* TASK TO COMPLETE
Reproduce the entries word for word but drop every picture.

Dataset entries
[Start of Attachment]

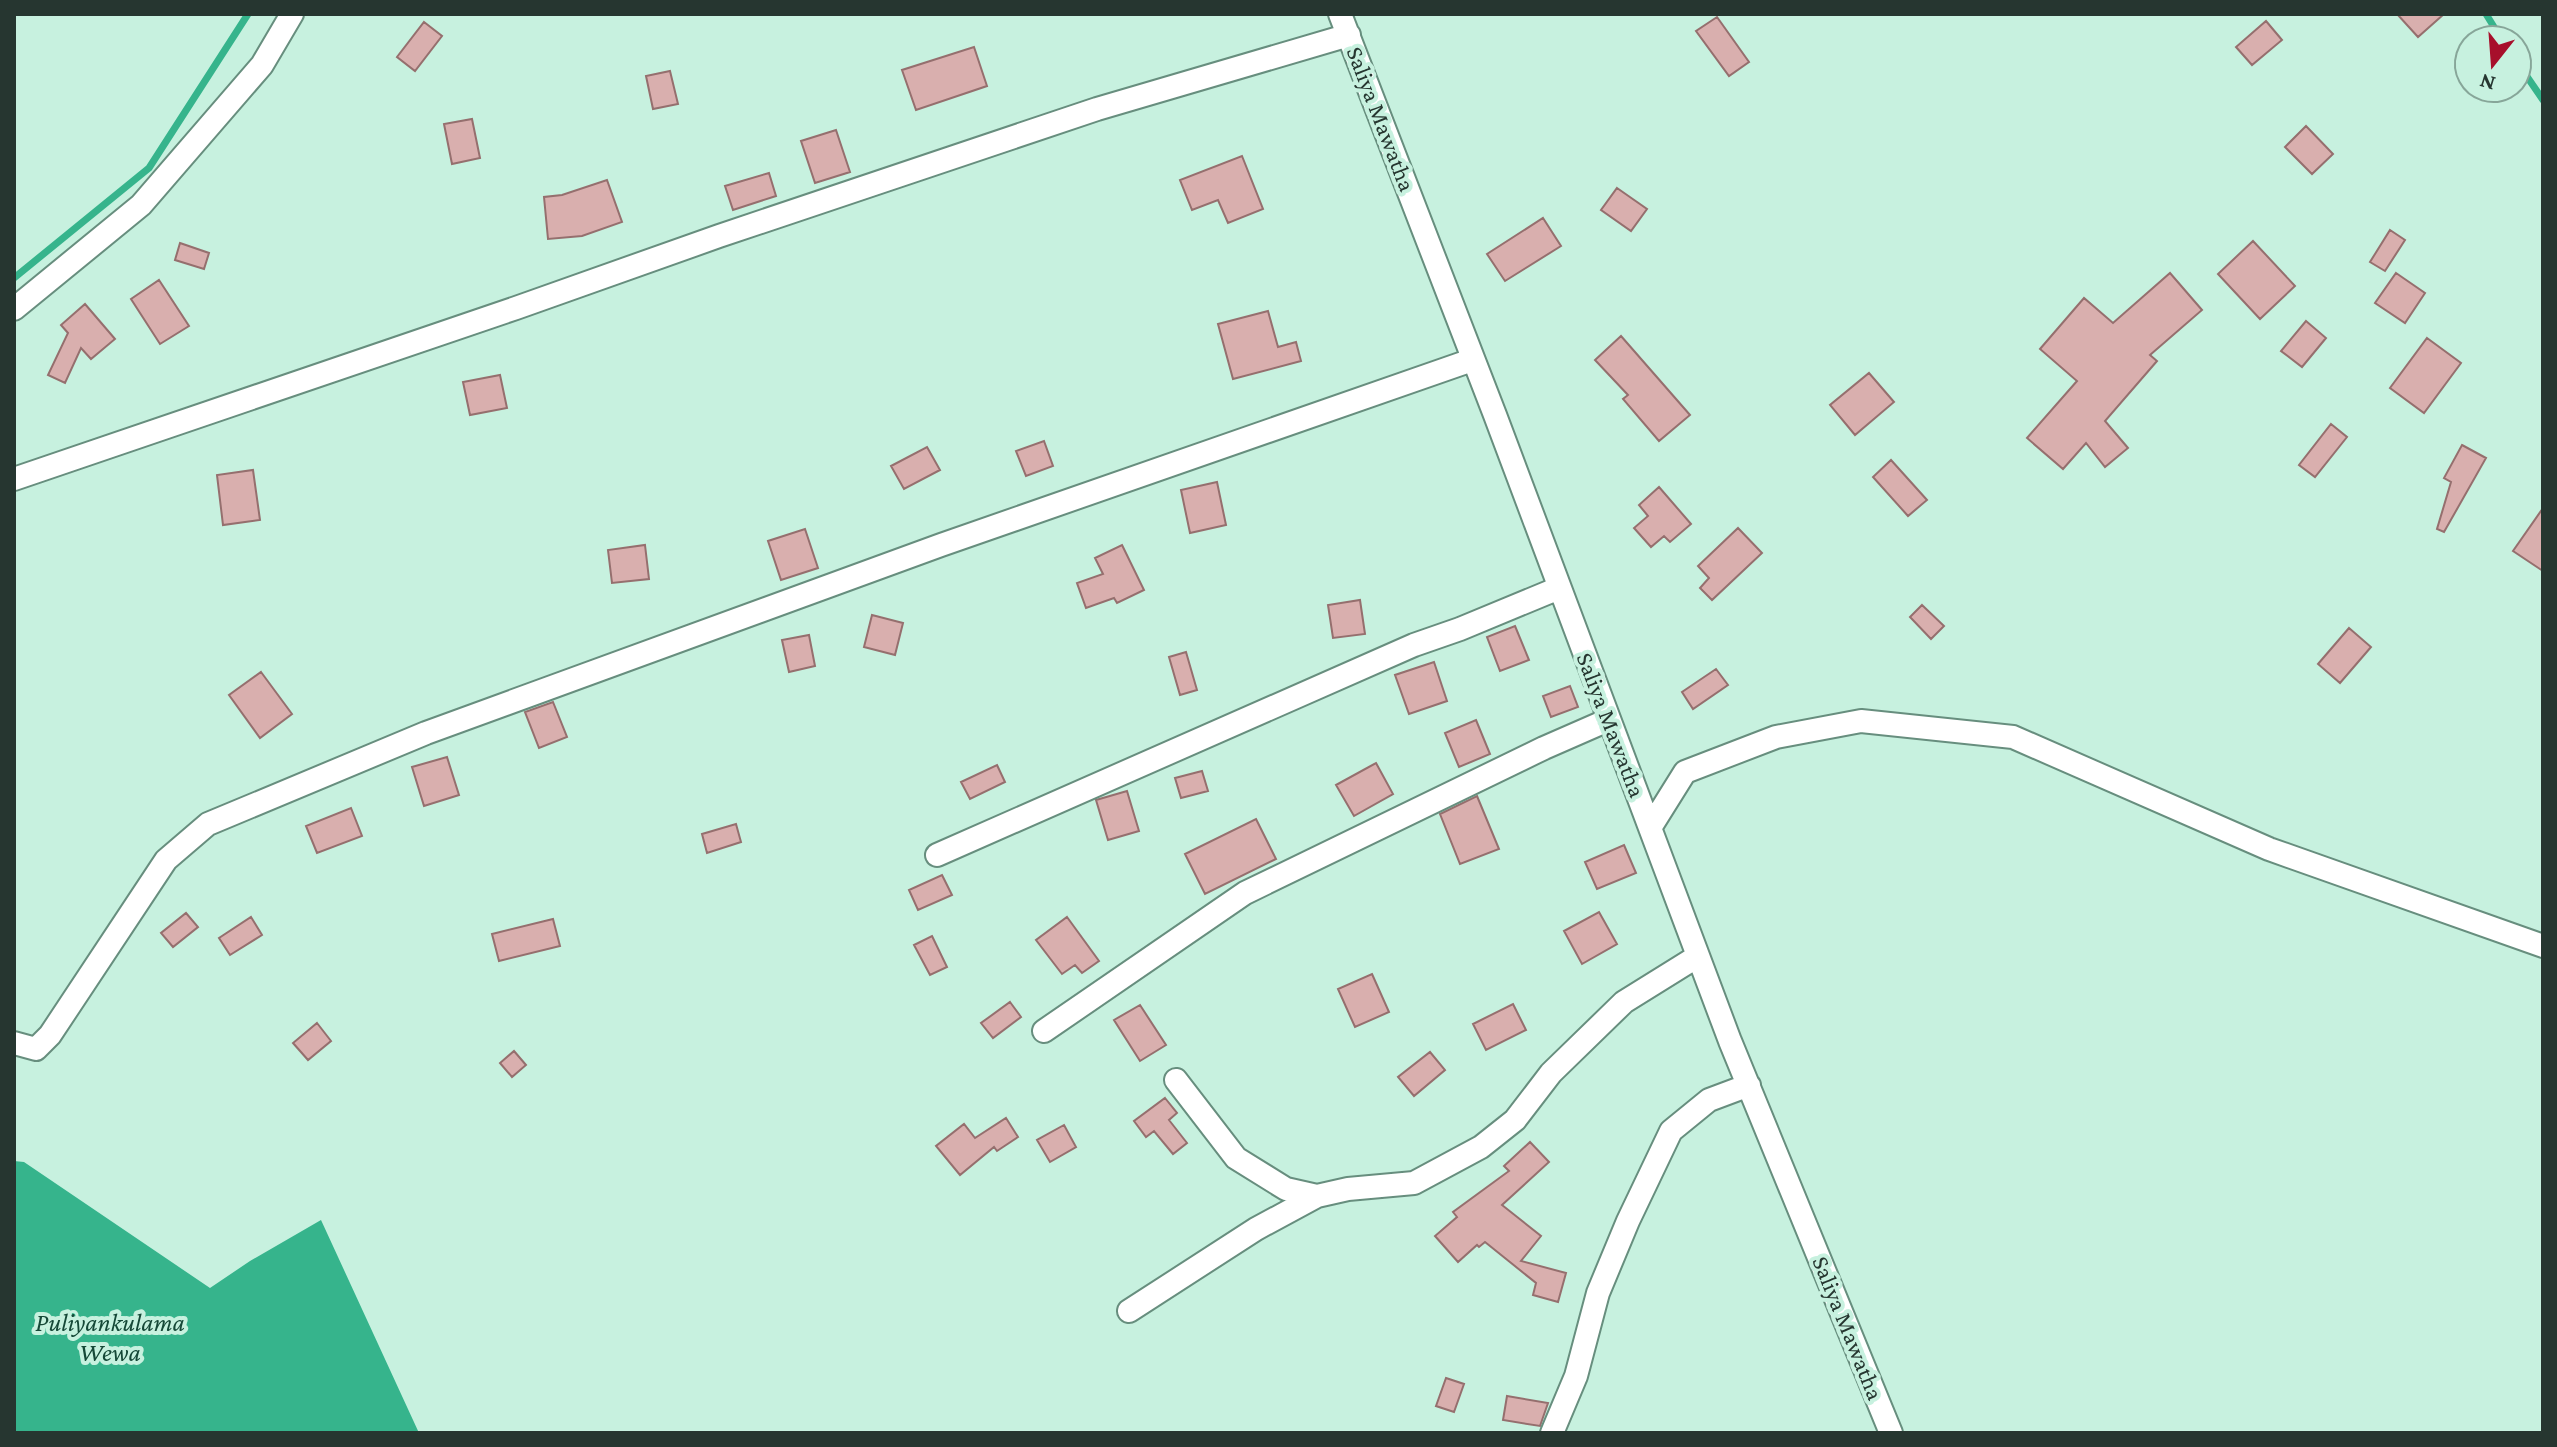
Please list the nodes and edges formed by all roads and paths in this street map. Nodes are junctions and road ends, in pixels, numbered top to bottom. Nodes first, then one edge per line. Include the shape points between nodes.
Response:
1 (292, 14) edge
2 (1340, 14) edge
3 (1349, 35) junction
4 (14, 309) edge
5 (1472, 360) junction
6 (14, 479) edge
7 (1559, 588) junction
8 (1608, 720) junction
9 (1650, 828) junction
10 (937, 855) dead end
11 (2543, 946) edge
12 (1698, 956) junction
13 (1044, 1031) dead end
14 (14, 1043) edge
15 (1176, 1080) dead end
16 (1749, 1085) junction
17 (1317, 1196) junction
18 (1129, 1311) dead end
19 (1552, 1433) edge
20 (1891, 1433) edge

1 - 4 street via 262,65 141,205
2 - 3 street, Saliya Mawatha
3 - 5 street, Saliya Mawatha
3 - 6 street via 1082,114
5 - 7 street, Saliya Mawatha
5 - 14 street via 971,534 426,733 208,824 166,860 50,1035 36,1049
7 - 8 street, Saliya Mawatha
7 - 10 street via 1414,645
8 - 9 street, Saliya Mawatha
8 - 13 street via 1245,893
9 - 11 street via 1685,772 1776,737 1861,721 2013,737 2269,849
9 - 12 street, Saliya Mawatha
12 - 16 street, Saliya Mawatha
12 - 17 street via 1624,1002 1551,1073 1515,1120 1481,1147 1414,1183
15 - 17 street via 1236,1158 1286,1189
16 - 19 street via 1709,1100 1671,1131 1598,1293 1576,1376
16 - 20 street, Saliya Mawatha
17 - 18 street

[End of Attachment]

* ANSWER TO THE PROBLEM
Please list the nodes and edges formed by all roads and paths in this street map. Nodes are junctions and road ends, in pixels, numbered top to bottom. Nodes first, then one edge per line. Include the shape points between nodes.
Response:
1 (292, 14) edge
2 (1340, 14) edge
3 (1349, 35) junction
4 (14, 309) edge
5 (1472, 360) junction
6 (14, 479) edge
7 (1559, 588) junction
8 (1608, 720) junction
9 (1650, 828) junction
10 (937, 855) dead end
11 (2543, 946) edge
12 (1698, 956) junction
13 (1044, 1031) dead end
14 (14, 1043) edge
15 (1176, 1080) dead end
16 (1749, 1085) junction
17 (1317, 1196) junction
18 (1129, 1311) dead end
19 (1552, 1433) edge
20 (1891, 1433) edge

1 - 4 street via 262,65 141,205
2 - 3 street, Saliya Mawatha
3 - 5 street, Saliya Mawatha
3 - 6 street via 1082,114
5 - 7 street, Saliya Mawatha
5 - 14 street via 971,534 426,733 208,824 166,860 50,1035 36,1049
7 - 8 street, Saliya Mawatha
7 - 10 street via 1414,645
8 - 9 street, Saliya Mawatha
8 - 13 street via 1245,893
9 - 11 street via 1685,772 1776,737 1861,721 2013,737 2269,849
9 - 12 street, Saliya Mawatha
12 - 16 street, Saliya Mawatha
12 - 17 street via 1624,1002 1551,1073 1515,1120 1481,1147 1414,1183
15 - 17 street via 1236,1158 1286,1189
16 - 19 street via 1709,1100 1671,1131 1598,1293 1576,1376
16 - 20 street, Saliya Mawatha
17 - 18 street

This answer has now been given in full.